— TASK TO COMPLETE —
State how many lines in the records below contain the word "roads". Nothing else is needed.

▬▬▬

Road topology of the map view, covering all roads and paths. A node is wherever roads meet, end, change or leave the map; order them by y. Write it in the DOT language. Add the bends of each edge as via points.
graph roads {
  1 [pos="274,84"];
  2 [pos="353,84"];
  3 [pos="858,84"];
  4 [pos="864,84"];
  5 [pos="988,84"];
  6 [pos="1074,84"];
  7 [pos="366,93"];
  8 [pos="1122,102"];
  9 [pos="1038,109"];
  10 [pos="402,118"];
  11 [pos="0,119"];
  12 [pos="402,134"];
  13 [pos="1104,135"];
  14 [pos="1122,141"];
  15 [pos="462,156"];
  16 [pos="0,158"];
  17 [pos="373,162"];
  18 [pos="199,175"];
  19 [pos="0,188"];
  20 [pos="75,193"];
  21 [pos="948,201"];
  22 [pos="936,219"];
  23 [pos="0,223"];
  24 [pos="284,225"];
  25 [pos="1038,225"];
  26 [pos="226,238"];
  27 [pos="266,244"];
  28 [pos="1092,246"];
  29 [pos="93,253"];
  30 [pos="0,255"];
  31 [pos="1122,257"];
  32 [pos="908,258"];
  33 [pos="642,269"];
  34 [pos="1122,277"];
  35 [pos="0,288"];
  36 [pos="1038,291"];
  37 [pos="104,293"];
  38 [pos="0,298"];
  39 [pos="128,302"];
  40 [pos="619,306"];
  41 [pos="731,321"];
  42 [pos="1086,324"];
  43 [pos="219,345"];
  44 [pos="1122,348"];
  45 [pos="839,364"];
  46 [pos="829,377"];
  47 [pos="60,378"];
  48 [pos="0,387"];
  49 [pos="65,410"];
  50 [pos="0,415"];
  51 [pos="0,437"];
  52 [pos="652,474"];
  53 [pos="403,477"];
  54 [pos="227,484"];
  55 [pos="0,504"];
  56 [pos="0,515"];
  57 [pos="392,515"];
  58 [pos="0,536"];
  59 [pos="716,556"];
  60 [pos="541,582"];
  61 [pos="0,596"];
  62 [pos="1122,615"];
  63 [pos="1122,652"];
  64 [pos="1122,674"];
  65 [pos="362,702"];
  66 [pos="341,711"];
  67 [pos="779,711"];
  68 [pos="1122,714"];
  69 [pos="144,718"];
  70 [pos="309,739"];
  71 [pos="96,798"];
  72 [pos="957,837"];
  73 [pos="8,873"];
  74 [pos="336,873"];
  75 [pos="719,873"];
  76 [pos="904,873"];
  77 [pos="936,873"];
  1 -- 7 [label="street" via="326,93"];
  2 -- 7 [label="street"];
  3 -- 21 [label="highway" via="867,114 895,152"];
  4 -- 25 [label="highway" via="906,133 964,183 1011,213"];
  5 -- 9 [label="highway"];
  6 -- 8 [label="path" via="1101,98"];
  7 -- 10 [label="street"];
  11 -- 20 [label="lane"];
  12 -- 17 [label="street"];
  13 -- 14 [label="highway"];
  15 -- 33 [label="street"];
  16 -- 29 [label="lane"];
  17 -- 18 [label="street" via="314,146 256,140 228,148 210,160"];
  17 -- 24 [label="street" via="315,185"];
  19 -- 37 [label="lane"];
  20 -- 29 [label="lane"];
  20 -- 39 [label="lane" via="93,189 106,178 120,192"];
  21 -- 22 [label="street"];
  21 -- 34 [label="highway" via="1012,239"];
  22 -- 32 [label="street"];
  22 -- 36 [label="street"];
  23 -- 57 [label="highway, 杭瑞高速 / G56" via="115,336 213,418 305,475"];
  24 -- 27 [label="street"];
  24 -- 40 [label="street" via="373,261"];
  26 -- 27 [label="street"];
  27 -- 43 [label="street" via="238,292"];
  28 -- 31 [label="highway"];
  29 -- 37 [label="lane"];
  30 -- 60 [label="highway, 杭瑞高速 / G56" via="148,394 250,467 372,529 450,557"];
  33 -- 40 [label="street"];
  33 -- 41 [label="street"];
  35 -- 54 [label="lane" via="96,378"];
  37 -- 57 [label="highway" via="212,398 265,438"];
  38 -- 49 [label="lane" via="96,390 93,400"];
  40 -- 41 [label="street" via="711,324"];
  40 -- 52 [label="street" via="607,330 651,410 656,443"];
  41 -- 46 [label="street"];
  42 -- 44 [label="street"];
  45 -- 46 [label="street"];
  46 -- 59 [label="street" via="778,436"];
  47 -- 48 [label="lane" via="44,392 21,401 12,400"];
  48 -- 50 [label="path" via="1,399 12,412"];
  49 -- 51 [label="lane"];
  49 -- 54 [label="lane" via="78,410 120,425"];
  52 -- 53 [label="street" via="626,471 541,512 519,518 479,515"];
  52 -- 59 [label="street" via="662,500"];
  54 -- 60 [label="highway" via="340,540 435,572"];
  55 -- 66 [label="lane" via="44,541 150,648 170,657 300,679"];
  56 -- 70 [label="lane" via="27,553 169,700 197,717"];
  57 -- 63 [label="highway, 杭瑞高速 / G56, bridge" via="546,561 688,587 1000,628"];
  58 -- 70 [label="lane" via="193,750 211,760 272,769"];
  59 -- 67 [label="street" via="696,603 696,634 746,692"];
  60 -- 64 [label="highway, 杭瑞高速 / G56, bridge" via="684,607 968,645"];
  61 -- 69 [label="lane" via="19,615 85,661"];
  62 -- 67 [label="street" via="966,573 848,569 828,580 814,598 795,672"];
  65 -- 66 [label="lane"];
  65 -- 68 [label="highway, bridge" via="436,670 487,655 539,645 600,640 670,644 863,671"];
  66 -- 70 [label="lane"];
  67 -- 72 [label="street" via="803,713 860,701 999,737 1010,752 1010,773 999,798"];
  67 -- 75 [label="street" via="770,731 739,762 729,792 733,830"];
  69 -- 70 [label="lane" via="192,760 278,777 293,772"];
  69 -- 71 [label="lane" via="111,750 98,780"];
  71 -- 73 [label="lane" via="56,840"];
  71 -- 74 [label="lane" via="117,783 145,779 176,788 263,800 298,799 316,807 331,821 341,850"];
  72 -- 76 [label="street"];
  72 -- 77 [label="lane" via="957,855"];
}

▬▬▬

— WRITTEN RESPONSE —
2